L'obiettivo della serie è quello di evidenziare la prestazione peggiore, da punti di vista inaspettati, tra tutte le nazionali partecipanti all'Europeo in Germania al termine di ogni giornata e di ogni fase del torneo. Anche l'ultima, la Finale tra Spagna e Inghilterra che prevedeva uno sconfitto e un vincitore, una festa e una dramma, epiloghi contrastanti come accade ogni volta che c'è in palio un trofeo.

E protagonista dell'ultima puntata di una serie con cui abbiamo provato a farvi compagnia anche d'estate è proprio l'Inghilterra. L'ormai solita Inghilterra. Una Nazionale che dal 2018 ad oggi, senza scavare troppo nel passato per allargare la ferita, piange per aver sfiorato un titolo che manca da quasi 60 anni.

Le sensazioni erano diverse

Alla vigilia era un pensiero quasi comune. Tra i tifosi in patria, nell'entusiasmo di coloro che avevano viaggiato in Germania e anche tra i protagonisti che sarebbero scesi in campo di lì a breve. Persino il CT Gareth Southgate aveva parlato di un feeling diverso rispetto alla Finale persa contro l'Italia, di un clima più disteso a confronto con il giocare un ultimo atto dopo 50 anni a Wembley davanti ai propri tifosi.

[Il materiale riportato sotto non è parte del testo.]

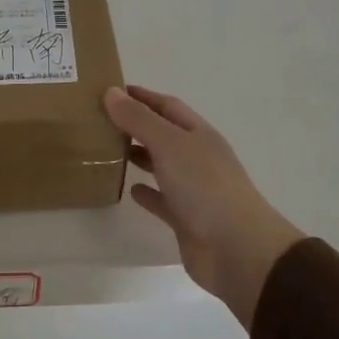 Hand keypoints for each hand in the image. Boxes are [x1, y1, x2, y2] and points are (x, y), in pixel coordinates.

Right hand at [104, 85, 302, 329]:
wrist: (236, 248)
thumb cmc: (205, 186)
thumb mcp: (169, 144)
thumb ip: (139, 119)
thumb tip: (111, 92)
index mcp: (198, 134)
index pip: (167, 106)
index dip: (142, 97)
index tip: (112, 90)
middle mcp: (197, 157)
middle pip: (164, 134)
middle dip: (137, 125)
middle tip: (102, 120)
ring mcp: (193, 189)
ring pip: (161, 166)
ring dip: (139, 157)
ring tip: (108, 150)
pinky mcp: (186, 219)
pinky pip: (162, 200)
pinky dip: (147, 193)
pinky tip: (129, 190)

La pressione era forse minore, ma l'esito è stato lo stesso. E la modalità modo sempre bruciante. Probabilmente niente è peggiore che perdere alla lotteria dei calci di rigore davanti al proprio pubblico, ma il rocambolesco finale di gara contro la Roja può serenamente farsi spazio sul podio delle bruciature più dolorose della gestione Southgate.

Che la Spagna fosse superiore, nonostante il talento equamente diviso in campo, era più una certezza che una sensazione. Un mese di Campionato Europeo è servito anche a definire i valori delle Nazionali sia sotto il profilo tattico che della brillantezza collettiva e individuale. E un'Inghilterra appannata e in difficoltà in molte situazioni è ciò a cui abbiamo assistito anche nell'ultimo atto di Berlino. Alla resistenza sui cross iberici hanno fatto da contraltare l'incapacità di gestire le transizioni negative e quella di risalire il campo con convinzione per spaventare gli uomini di de la Fuente.

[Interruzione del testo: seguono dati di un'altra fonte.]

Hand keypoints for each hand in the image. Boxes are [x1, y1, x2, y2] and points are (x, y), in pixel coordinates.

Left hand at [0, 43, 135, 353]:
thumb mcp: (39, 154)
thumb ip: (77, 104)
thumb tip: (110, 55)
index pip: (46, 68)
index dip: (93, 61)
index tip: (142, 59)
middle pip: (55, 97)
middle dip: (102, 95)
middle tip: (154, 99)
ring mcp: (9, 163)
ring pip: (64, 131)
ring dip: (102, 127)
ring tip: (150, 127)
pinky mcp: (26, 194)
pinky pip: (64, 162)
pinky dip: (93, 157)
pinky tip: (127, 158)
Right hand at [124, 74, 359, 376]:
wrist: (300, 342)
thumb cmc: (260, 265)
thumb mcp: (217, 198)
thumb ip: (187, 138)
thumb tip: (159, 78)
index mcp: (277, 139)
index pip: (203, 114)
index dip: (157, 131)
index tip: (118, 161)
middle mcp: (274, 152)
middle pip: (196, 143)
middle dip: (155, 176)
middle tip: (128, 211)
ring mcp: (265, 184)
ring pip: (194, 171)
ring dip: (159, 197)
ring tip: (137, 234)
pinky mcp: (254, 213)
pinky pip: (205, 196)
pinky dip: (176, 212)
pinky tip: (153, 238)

Aspetti negativi che hanno causato il vantaggio Nico Williams propiziato dalla giocata Yamal, ma che erano stati in parte neutralizzati dalle mosse di Southgate. Il CT inglese si è distinto non per il gioco espresso, ma per la sapienza nei cambi. Con l'inserimento di Cole Palmer aveva trovato un inaspettato pareggio in grado di cambiare per qualche minuto l'inerzia della sfida. Poi però l'Inghilterra si è rilassata, la Spagna è riemersa e quella paura di non arrivare ai tempi supplementari è diventata reale per mano del mancino di Cucurella e del destro in spaccata di Oyarzabal; definita sentenza dal salvataggio sulla riga di Dani Olmo in pieno recupero.

Il dramma di Harry Kane

Se l'Inghilterra vive una maledizione con cui hanno dovuto fare i conti tutti i grandi i campioni inglesi del passato, Harry Kane vi partecipa aggiungendo il carico del suo dramma individuale (a livello sportivo). Oltre 400 gol segnati in carriera, ma nessun trofeo, con il conto di 6 finali perse aggiornato proprio ieri sera.

L'indice di pericolosità della Nazionale dei Tre Leoni si è dimostrato troppo basso per una squadra che raggiunge la Finale (e dunque gioca più partite rispetto alle altre). L'Inghilterra ha creato meno xG della Croazia, eliminata nella fase a gironi del torneo, segnando da situazioni improbabili grazie alle giocate dei propri campioni e complicandosi spesso la proprio sopravvivenza nel torneo.

Andare sotto in ogni sfida e rimontarle nei momenti topici è servito ad aumentare la mistica della Nazionale, fattore che però contro una selezione come la Spagna non è bastato. Colpa di un potenziale inespresso, di talenti provenienti da stagioni brillanti con i club, incapaci di associarsi con la maglia della propria patria. Il conto del tempo trascorso dal Mondiale del 1966 non si ferma; l'Inghilterra dovrà riprovarci tra un paio d'anni, quasi 22.000 giorni dopo.